When President Barack Obama assumed the presidency of the United Nations Security Council Wednesday, he summoned the full weight of U.S. power to a cause with seeming universal appeal: defeating the barbarism of Islamic State — or, as Obama calls the militant group, Islamic State in Syria and the Levant (ISIL).
Much of the world, however, will question how Washington can hope to achieve this without launching a wider political agenda for accountable government in the failing states of the Arab world.
They seek U.S. recognition of the diversity of legitimate interests represented today in the Security Council chamber — and of the wider diffusion of power and capital that defines this age. In short, they look for an American president who can see the world through a genuine pluralist prism.

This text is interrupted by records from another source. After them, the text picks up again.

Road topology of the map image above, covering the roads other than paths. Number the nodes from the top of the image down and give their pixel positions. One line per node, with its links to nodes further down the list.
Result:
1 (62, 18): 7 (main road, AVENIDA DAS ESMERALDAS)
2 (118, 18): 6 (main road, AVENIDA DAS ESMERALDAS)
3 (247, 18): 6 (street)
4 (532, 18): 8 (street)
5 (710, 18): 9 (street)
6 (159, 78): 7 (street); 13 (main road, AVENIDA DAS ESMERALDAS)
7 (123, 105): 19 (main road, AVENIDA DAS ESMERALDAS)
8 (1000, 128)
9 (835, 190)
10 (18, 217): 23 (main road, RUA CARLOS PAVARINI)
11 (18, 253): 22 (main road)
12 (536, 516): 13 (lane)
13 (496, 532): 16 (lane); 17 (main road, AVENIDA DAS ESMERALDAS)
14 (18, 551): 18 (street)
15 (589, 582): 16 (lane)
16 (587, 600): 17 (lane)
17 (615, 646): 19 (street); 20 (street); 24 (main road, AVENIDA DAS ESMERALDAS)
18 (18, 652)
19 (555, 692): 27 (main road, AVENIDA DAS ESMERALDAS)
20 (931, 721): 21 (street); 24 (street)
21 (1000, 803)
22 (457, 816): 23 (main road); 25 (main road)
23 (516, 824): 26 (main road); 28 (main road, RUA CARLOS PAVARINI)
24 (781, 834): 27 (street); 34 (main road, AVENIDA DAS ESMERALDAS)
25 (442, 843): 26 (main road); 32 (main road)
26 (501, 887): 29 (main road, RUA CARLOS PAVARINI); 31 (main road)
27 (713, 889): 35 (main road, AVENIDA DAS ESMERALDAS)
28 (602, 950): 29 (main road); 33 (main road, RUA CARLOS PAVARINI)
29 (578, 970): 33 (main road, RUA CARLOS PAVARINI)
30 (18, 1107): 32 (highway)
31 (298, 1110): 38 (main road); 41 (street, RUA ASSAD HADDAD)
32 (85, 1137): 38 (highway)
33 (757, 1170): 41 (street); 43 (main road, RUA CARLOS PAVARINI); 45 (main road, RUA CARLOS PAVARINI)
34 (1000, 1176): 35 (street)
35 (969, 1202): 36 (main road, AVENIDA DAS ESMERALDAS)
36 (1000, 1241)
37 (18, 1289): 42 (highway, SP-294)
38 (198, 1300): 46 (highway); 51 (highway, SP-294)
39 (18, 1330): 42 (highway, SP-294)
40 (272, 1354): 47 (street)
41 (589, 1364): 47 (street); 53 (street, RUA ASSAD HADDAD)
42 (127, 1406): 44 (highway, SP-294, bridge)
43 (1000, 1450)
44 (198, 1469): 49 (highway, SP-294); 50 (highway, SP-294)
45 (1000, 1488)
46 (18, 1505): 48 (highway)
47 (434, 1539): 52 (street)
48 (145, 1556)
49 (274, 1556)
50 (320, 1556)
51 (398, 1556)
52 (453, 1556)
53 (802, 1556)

What they hear, however, is talk of yet another global expeditionary mission driven largely by U.S. foreign and domestic politics. More than a failure of will, intelligence or even strategy, the Obama administration’s foreign policy seems marked by a failure of imagination. This will doom the White House’s attempts to forge a sustainable global alliance.
What makes this failure so tragic is the lost opportunity to rethink the design of global partnerships in the midst of an expanding archipelago of diverging power, values and interests. Yet the interests of the key powers are actually more aligned than they appear to be on issues ranging from Syria to the wider Middle East, from Ukraine to East Asia.